Si dovrebbe poi parlare credo di un’area, in parte tangente questa, di poesia esistenziale, di matrice autobiografica, di nuovo assai varia al proprio interno, attraversata da una polarità esibizione-reticenza. All’io personale violentemente esibito di Dario Bellezza fanno riscontro forme di presenza più discreta e smussata, come quelle che si incontrano in Antonio Riccardi, Roberto Deidier, Alessandro Fo. Fino al caso del discretissimo autobiografismo «trascendentale», aperto, di Enrico Testa.

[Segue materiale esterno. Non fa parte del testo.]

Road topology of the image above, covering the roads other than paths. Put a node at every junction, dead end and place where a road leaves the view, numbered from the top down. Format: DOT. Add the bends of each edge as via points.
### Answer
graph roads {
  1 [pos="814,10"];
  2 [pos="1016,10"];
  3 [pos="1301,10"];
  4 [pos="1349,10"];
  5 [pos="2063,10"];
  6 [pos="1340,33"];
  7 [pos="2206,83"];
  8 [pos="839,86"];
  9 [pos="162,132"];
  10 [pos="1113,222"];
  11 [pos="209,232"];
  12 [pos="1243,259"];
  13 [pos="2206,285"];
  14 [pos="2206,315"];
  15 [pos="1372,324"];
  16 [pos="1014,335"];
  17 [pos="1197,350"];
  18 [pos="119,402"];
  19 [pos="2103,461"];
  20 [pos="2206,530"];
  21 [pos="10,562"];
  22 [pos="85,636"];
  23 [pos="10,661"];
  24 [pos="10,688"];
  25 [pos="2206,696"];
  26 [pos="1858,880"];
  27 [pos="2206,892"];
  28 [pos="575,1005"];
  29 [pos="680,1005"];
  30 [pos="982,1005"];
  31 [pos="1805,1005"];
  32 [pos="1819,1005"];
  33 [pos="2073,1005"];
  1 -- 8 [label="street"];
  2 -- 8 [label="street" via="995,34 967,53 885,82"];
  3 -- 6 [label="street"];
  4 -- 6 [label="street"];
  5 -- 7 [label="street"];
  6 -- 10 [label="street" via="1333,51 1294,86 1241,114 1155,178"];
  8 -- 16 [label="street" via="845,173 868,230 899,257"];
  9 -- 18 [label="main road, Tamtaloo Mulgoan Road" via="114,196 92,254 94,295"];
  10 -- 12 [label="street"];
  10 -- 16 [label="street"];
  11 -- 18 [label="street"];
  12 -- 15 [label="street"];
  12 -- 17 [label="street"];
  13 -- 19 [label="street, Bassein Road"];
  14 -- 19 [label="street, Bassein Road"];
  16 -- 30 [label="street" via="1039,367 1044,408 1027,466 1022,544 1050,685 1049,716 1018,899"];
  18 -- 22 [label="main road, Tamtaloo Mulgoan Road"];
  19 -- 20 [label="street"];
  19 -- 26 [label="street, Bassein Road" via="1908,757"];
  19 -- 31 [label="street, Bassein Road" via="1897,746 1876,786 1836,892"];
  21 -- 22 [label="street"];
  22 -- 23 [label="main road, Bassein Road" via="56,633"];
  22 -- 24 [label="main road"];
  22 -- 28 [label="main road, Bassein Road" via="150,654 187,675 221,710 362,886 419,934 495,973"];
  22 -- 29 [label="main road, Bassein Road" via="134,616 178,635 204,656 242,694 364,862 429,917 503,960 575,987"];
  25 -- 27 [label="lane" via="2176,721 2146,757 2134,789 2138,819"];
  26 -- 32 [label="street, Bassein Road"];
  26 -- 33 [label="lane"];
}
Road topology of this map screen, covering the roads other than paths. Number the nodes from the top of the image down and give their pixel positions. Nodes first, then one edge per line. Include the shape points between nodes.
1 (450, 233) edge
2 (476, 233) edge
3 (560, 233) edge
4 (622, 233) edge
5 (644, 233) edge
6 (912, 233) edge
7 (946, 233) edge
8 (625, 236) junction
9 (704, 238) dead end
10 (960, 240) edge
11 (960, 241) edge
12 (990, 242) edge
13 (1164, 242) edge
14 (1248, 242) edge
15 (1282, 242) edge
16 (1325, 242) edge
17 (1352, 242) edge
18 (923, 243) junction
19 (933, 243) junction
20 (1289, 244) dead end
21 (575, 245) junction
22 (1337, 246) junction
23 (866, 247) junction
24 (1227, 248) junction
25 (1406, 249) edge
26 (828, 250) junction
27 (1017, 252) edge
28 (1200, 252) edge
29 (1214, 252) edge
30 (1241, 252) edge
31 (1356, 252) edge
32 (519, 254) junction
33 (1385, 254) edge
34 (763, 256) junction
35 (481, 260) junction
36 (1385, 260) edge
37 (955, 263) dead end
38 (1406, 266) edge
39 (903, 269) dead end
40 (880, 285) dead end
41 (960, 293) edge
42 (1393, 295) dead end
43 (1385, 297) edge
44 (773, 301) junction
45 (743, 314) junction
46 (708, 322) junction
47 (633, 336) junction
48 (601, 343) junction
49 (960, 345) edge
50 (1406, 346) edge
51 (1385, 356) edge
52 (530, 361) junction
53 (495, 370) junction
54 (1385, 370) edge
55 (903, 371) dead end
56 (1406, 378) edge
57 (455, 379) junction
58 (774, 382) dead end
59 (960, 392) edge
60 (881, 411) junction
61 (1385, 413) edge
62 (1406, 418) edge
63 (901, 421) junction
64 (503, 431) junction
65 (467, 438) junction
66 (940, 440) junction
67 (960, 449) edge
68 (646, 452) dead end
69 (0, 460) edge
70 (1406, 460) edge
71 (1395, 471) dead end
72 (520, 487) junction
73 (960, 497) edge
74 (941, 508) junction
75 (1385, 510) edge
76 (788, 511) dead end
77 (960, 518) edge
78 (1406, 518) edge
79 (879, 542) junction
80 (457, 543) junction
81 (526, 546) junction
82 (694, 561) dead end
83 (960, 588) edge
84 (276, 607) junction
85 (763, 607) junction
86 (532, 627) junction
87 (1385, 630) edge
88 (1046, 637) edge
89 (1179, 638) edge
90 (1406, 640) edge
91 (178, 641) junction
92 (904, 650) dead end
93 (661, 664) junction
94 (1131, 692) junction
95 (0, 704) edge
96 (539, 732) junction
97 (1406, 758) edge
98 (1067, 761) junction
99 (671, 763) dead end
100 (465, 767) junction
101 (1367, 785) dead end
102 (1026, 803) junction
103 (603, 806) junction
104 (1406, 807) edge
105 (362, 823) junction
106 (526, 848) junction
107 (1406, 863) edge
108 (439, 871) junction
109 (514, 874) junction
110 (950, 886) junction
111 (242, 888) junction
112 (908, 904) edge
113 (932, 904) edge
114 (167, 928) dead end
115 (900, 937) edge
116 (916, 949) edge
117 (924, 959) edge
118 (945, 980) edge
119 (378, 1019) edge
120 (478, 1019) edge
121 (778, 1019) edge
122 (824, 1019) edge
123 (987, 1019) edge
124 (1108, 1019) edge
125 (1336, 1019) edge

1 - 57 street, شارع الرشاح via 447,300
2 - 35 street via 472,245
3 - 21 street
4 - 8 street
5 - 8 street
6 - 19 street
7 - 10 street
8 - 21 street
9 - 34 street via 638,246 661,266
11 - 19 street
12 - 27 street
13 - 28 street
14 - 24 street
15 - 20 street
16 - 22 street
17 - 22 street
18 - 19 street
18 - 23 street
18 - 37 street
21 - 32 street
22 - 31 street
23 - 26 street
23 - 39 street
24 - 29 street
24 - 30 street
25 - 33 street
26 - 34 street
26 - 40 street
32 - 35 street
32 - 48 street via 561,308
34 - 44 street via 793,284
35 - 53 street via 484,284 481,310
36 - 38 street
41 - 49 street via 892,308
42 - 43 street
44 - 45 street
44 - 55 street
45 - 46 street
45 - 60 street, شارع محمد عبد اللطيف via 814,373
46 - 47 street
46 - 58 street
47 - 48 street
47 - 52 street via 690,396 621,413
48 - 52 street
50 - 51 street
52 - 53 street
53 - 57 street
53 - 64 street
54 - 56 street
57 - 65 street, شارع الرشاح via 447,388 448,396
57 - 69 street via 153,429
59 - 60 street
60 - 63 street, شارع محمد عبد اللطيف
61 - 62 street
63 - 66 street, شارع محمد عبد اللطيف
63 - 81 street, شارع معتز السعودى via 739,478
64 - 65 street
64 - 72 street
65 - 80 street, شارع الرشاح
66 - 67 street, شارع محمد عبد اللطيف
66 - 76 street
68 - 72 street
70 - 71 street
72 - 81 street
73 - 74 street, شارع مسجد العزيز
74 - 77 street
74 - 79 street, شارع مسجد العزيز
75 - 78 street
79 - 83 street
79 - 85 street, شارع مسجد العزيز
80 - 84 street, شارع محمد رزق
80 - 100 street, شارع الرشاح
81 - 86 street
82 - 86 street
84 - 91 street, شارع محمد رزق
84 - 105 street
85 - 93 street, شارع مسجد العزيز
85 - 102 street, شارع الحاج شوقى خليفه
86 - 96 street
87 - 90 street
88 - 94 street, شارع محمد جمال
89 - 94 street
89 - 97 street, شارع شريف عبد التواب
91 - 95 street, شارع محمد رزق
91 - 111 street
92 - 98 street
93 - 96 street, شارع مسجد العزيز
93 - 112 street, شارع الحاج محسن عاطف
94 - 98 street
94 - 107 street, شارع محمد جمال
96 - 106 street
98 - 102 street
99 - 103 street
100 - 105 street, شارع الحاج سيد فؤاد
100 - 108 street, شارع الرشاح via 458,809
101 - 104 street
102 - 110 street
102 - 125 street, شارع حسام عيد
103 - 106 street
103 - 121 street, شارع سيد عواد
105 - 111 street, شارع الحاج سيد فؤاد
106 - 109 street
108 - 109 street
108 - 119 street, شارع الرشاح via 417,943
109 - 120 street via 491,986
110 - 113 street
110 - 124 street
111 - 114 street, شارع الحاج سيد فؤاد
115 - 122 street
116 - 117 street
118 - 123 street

Filtrato, come ha scritto Massimo Raffaeli, dalla scelta di «una pronuncia terza, a mezz’aria, tipica del pronome, la parte variabile del discorso che ha funzione di indicare qualcosa o qualcuno senza specificamente nominarlo». Una poesia dell’io in cui il soggetto poetico si confronta e si confonde con altre figure e voci.
Nel campo della poesia «istituzionale» e comunicativa si inseriscono, con risultati notevoli, alcune figure, con vicende molto individualizzate, per le quali mi è difficile continuare gli arruolamenti forzati fatti fin qui, e che richiederebbero discorsi personalizzati mentre posso farne solo i nomi: Valerio Magrelli, Eugenio De Signoribus, Pier Luigi Bacchini, Fernando Bandini. Indugio brevemente su Magrelli perché mi pare che la sua opera abbia una connotazione comunicativa piuttosto pronunciata e indichi un’altra possibile rilevante linea di affabilità, a dominante razionale. La sua è una poesia della limpidezza intellettuale («il cervello è il cuore delle immagini»), come dimostra ad esempio l’impiego riflessivo, concettuale (in certi casi un poco concettista), delle similitudini e metafore, protratte e analizzate. Una poesia che corregge una nativa inclinazione alla metaletteratura con la propensione a esplorare il diverso da sé, a farsi volentieri strumento di ricognizione di ciò che dalla razionalità e dalla liricità è più lontano: i corpi, le terrazze condominiali, i quotidiani. Come nell’ultimo libro, Didascalie per la lettura di un giornale, esempio di una poesia civico-ironica, pensata come dialogo con un’ampia società di leggenti della quale lo scrittore si sente parte.